At certain ages, such as 18 or 21, the child can become the owner of the policy and continue coverage, purchase more, or cancel the policy altogether. You can also choose to retain ownership.
The pros and cons of life insurance for children
When deciding if children’s life insurance is right for you, consider these three popular features.
1. Guarantees future insurability
Children’s life insurance policies usually include or offer a guaranteed purchase option. “It gives you the right to buy a certain amount of insurance at a locked-in health classification in the future,” says Chantel Bonneau, wealth management advisor at Northwestern Mutual. This means that the child can purchase additional coverage without having to undergo a medical examination.

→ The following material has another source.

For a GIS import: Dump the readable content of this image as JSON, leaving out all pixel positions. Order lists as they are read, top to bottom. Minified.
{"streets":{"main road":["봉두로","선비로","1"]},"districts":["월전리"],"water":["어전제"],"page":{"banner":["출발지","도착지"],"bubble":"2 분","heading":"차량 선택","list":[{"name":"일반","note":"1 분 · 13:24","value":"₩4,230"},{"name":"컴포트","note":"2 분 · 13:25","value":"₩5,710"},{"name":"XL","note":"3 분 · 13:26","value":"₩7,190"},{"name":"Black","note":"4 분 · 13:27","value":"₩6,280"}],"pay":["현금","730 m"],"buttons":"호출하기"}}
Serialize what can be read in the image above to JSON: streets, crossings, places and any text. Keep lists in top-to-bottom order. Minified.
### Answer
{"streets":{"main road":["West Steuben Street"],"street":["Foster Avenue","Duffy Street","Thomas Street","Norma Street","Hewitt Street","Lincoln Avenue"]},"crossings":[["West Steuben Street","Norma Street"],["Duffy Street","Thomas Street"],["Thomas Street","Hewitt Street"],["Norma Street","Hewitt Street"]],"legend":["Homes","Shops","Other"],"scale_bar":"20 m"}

The additional coverage available varies by policy, and your ability to purchase more may be limited at certain ages or life events, such as marriage.
Benefits: This function can be useful if the child develops a pre-existing conditionlike diabetes, or choosing a risky career, like becoming a pilot, both of which can have a huge impact on the cost of insurance and your child’s insurability, says Bonneau.
The inconvenients: Healthy applicants in their 20s are likely to get competitive rates, so if you think the chances of your child developing a medical condition are low, child life insurance may not be worth it. the penalty.
2. Acts as an investment vehicle for your child
You can withdraw money from the cash value account or borrow against it. When the child reaches adulthood, they can surrender the policy and receive the full funds.
Benefits: The money can cover costs like tuition or a down payment on your child’s first home. It also grows tax-deferred, meaning you don’t pay tax on the gains until you withdraw the money.
The inconvenients: Cash value accounts are dependent on premium payments and can take time to develop. Some financial advisors recommend exploring other options before considering children’s life insurance as an investment vehicle.
If it’s in your budget, you can open a Roth IRA for the child, says Roxanne Martens, financial advisor at CGN Advisors in Kansas. Or, if your goal is to save for education, consider options such as 529 packages or a taxable brokerage account, she says.
3. Covers costs should the worst happen
The loss of a child can be extremely painful and lead to unforeseen costs. Children’s life insurance policies pay out a lump sum in the event of death, as long as the premiums are paid.
Benefits: The payment can be used for expenses such as burial costs or bereavement counselling. It can also help cover the costs of running a business if you’re the owner and need time off, Bonneau says.
The inconvenients: It is relatively rare for a child to die in the United States. In 2018, the nation’s infant mortality rate dropped to an all-time low, according to the Centers for Disease Control and Prevention. Therefore, the risk of not being covered cannot outweigh the cost of the policy.
Evaluate your budget, review existing investments, and consider your own coverage needs before purchasing life insurance for your child.
“If you had to choose between the parent with the life insurance or the child, in most cases we have to protect the parent who brings in all the money,” says Bonneau.
You may want to consider adding a children’s term life insurance rider to your own policy instead of purchasing separate coverage for your children. In some cases, you can convert child riders to permanent coverage when the term is up. Not all insurers offer these endorsements and coverage amounts may be limited.
You can also find more cost-effective coverage through workplace insurance plans, Martens says. “Often they offer group policies for dependents, and it can be an inexpensive way to get a little life insurance for kids.”